ABOUT THIS TASK ▸ The required lines are those that contain "Forest"; pull them out of the data and copy them.

SOURCE DATA ▸
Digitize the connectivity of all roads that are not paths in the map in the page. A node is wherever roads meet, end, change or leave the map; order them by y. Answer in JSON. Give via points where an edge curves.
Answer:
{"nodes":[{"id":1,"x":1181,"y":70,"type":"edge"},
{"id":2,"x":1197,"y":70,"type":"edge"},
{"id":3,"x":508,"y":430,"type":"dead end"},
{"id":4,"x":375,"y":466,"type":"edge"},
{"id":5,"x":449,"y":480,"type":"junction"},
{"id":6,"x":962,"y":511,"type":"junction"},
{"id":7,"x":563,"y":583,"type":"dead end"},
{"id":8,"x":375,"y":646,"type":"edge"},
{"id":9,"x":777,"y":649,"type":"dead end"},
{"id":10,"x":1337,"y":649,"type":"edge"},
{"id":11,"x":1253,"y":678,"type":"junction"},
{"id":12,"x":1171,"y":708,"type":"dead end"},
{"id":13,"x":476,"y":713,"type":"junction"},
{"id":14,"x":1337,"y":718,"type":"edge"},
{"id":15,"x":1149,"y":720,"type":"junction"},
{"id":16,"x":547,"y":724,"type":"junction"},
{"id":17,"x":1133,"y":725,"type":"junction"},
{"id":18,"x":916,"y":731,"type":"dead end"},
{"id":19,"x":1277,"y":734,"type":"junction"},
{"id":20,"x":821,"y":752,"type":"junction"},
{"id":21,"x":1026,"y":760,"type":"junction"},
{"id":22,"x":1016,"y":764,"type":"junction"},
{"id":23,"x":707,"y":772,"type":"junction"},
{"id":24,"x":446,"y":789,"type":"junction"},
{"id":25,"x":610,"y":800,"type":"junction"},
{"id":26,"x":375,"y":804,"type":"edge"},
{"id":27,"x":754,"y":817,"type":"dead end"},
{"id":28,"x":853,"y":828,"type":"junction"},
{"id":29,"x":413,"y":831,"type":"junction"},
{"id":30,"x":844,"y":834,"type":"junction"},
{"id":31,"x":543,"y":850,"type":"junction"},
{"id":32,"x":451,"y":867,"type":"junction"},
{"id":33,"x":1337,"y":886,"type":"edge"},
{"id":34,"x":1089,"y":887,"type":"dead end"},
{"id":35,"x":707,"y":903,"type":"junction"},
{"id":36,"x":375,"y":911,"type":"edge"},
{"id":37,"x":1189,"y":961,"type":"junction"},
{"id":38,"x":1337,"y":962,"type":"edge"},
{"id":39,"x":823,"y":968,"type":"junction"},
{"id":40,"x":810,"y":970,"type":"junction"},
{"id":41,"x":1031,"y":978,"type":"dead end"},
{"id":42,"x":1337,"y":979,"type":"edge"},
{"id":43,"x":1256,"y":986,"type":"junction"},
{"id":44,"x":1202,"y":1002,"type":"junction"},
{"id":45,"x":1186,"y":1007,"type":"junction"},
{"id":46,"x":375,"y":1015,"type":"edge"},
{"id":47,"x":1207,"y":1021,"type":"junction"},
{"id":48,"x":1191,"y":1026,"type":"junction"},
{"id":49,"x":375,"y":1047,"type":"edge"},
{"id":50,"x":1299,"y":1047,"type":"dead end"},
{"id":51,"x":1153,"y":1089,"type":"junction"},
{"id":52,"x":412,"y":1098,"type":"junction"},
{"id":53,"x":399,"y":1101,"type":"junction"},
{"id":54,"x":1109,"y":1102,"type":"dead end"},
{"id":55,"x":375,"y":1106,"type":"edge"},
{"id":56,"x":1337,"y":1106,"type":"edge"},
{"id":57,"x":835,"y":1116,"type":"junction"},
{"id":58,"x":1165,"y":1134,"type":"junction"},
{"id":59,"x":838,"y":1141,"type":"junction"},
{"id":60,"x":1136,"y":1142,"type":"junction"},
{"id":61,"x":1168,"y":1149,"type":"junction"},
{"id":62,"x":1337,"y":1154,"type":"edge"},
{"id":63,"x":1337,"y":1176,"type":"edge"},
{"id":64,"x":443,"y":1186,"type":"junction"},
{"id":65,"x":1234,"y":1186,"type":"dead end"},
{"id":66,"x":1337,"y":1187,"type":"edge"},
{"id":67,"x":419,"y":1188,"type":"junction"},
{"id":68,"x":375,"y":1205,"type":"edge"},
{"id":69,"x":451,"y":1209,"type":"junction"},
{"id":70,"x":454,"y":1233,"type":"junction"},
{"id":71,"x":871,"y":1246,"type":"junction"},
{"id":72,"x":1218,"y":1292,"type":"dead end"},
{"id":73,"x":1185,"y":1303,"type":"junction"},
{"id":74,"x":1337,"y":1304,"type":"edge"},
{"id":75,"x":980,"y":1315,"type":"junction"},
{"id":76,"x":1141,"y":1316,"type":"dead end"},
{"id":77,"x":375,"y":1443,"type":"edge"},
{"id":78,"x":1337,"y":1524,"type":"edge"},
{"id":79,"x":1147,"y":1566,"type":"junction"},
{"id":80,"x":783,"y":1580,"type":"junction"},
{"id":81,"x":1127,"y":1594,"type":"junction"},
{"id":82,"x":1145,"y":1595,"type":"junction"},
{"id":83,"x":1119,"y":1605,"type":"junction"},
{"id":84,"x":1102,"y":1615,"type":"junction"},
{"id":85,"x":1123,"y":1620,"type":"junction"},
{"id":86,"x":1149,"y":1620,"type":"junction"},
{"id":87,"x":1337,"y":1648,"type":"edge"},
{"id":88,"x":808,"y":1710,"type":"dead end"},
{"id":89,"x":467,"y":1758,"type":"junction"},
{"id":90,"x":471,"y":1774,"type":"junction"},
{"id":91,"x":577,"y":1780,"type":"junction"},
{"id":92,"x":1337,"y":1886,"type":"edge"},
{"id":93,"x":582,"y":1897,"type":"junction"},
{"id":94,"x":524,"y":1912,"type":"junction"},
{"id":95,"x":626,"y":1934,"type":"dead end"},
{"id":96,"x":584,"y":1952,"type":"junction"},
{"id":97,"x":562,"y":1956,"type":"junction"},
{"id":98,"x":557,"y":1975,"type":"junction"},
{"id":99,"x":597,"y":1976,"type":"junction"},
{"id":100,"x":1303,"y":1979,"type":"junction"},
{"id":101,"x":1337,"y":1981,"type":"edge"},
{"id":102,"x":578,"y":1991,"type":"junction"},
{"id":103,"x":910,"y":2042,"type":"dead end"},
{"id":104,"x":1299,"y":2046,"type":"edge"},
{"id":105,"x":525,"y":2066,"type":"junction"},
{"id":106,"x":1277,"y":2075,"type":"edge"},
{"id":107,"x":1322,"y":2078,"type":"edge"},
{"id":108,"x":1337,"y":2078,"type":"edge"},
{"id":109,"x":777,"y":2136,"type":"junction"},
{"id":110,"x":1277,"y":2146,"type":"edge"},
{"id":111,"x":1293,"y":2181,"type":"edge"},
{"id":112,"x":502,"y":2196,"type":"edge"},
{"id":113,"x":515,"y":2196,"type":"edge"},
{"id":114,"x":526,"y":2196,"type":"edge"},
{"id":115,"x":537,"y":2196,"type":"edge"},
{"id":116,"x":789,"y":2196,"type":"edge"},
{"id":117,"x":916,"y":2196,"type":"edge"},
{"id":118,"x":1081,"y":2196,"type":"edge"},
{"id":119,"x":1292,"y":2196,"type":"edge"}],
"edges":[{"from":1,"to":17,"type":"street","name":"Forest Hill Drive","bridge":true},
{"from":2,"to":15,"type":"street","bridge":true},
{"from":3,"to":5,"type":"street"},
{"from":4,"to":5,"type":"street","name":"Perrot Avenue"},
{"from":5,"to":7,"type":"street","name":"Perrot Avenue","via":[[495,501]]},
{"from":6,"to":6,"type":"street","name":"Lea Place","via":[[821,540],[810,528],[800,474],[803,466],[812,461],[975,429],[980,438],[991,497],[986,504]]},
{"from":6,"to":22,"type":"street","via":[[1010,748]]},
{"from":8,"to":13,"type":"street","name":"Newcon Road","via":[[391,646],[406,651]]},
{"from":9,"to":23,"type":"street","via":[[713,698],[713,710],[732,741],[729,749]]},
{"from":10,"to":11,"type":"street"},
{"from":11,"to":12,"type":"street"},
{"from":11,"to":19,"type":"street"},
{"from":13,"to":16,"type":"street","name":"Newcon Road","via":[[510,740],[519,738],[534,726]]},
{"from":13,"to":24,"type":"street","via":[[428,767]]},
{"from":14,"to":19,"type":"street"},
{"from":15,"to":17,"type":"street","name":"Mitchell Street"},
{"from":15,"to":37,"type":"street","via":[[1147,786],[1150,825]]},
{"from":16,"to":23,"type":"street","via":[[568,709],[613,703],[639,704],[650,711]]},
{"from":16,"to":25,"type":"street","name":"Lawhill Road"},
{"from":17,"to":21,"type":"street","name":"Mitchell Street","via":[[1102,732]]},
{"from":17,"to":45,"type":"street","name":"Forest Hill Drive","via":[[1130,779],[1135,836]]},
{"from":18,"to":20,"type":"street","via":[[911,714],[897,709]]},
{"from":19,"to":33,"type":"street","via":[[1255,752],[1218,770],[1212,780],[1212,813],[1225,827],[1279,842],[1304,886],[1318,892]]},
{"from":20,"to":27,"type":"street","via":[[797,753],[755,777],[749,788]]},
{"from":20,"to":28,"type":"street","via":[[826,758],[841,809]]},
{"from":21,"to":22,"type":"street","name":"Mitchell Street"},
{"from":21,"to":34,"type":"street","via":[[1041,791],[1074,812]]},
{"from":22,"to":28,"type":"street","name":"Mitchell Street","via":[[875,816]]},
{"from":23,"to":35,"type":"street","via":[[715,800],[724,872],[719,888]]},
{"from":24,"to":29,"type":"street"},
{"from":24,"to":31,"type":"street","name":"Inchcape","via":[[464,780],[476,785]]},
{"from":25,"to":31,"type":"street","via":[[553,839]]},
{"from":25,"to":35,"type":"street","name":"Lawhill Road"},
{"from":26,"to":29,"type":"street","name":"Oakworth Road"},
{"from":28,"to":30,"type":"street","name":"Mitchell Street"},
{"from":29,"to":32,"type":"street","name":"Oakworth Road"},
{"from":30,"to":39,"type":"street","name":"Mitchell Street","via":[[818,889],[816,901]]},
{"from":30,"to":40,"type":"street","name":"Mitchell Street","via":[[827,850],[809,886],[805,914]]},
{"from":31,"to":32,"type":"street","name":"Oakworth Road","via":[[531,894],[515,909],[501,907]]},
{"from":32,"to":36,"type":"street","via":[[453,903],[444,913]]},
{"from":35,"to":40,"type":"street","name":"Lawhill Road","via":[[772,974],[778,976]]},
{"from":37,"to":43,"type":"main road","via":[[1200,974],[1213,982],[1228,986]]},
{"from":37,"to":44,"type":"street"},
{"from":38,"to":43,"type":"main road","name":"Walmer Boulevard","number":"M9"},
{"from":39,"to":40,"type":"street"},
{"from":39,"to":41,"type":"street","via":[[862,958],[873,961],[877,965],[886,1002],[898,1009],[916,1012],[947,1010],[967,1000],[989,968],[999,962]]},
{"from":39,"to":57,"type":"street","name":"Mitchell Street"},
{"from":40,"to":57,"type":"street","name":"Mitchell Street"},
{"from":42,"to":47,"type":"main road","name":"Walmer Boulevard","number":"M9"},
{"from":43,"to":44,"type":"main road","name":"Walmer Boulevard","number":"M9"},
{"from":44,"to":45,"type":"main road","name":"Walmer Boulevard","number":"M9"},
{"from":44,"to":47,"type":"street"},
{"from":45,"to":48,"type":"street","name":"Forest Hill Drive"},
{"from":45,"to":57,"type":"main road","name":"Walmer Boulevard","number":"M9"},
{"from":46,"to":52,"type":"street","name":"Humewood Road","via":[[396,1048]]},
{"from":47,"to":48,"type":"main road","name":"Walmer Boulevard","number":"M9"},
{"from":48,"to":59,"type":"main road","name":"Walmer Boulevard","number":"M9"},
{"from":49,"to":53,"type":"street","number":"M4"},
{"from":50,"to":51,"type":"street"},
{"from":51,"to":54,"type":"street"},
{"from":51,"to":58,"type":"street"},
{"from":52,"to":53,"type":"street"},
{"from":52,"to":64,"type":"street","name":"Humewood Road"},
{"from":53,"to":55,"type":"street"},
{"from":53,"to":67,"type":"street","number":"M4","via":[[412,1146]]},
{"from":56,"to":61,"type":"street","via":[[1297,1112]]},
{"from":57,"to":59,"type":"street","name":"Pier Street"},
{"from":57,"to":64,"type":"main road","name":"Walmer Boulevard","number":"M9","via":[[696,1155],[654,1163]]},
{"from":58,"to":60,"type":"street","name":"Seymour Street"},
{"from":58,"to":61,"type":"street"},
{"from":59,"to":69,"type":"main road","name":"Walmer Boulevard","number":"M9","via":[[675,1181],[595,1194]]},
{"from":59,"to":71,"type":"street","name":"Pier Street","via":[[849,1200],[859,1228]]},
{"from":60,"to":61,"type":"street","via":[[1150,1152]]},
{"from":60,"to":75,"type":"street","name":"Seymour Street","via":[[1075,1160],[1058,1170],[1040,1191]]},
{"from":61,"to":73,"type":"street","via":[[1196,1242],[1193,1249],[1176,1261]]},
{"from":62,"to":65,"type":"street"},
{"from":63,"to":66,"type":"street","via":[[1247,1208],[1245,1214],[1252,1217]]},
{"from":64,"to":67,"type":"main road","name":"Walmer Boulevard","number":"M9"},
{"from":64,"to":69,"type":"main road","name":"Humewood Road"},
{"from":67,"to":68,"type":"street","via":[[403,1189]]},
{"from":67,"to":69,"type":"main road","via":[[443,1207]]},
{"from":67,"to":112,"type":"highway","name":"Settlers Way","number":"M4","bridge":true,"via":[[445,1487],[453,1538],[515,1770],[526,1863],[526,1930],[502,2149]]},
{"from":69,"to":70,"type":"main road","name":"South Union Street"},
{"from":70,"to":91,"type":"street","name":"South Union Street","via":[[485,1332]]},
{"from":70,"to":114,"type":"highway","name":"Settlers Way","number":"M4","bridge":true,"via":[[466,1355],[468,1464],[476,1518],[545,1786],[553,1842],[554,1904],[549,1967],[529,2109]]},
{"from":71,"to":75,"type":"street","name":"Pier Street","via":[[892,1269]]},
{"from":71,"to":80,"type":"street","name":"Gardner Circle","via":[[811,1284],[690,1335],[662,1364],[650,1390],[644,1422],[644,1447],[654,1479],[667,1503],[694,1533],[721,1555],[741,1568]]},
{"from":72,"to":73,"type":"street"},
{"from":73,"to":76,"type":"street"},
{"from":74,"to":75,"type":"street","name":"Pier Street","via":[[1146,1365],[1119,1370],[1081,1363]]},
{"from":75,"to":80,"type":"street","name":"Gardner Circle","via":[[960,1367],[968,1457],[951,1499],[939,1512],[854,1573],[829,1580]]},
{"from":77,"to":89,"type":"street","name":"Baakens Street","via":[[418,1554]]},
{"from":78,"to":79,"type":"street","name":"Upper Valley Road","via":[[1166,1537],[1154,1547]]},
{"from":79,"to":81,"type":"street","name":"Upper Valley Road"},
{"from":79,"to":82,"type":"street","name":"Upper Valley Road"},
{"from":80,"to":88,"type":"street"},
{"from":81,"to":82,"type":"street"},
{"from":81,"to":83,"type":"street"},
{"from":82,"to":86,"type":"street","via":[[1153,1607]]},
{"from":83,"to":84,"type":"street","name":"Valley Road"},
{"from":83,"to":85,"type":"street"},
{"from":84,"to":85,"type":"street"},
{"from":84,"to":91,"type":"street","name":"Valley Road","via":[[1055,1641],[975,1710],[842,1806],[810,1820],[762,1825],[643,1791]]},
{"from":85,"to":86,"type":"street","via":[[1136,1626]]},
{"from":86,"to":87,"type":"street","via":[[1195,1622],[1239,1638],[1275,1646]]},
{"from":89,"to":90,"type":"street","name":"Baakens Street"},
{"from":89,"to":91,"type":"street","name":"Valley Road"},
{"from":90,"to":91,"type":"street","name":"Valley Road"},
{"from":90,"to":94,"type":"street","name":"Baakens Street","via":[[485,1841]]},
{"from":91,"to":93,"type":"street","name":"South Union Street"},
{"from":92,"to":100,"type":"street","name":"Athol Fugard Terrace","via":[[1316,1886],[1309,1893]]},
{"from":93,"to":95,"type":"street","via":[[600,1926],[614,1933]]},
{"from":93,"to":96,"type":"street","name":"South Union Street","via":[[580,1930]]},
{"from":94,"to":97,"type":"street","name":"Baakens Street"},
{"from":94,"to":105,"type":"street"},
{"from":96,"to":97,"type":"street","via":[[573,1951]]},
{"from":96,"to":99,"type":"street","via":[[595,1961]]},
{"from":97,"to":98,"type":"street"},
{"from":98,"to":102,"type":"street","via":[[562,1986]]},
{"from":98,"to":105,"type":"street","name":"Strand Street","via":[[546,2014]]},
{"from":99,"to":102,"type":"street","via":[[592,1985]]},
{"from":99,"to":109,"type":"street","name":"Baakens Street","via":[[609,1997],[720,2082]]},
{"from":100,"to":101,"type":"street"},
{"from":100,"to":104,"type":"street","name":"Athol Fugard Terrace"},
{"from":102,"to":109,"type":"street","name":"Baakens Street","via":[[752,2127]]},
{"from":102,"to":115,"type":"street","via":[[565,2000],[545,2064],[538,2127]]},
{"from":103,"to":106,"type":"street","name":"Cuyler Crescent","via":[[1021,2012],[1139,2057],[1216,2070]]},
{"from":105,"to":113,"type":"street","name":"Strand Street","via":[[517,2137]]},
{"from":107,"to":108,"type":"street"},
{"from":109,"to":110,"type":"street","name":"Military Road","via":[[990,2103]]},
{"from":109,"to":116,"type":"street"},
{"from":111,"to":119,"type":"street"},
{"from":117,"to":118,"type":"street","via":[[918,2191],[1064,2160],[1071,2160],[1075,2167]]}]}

EXERCISE RESPONSE ▸
"edges":[{"from":1,"to":17,"type":"street","name":"Forest Hill Drive","bridge":true},
{"from":17,"to":45,"type":"street","name":"Forest Hill Drive","via":[[1130,779],[1135,836]]},
{"from":45,"to":48,"type":"street","name":"Forest Hill Drive"},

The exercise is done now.